(What needs to be done):
Look over the entries that follow and work out how many lines contain "streets". State the number only.

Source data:
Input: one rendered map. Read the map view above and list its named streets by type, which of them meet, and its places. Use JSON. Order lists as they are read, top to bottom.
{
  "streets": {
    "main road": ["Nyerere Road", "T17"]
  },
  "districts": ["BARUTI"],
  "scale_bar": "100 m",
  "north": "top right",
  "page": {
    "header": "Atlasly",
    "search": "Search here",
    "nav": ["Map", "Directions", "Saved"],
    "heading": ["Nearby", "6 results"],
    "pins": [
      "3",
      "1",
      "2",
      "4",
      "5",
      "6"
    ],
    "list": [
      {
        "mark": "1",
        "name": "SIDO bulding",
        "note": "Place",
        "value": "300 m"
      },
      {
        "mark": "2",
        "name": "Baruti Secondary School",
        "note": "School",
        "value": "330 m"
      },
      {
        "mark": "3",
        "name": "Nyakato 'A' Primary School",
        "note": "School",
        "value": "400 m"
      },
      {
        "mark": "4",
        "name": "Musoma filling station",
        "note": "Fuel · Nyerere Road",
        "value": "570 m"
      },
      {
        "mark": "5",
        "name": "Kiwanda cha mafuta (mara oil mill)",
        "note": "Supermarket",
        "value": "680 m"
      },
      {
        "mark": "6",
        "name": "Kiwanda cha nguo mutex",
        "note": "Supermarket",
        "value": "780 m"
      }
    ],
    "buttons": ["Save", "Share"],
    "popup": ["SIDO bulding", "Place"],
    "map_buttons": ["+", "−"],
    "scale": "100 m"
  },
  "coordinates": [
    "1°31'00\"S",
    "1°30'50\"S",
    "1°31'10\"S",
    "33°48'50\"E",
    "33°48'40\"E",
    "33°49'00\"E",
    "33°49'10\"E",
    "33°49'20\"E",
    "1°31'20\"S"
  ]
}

(Answer section):
2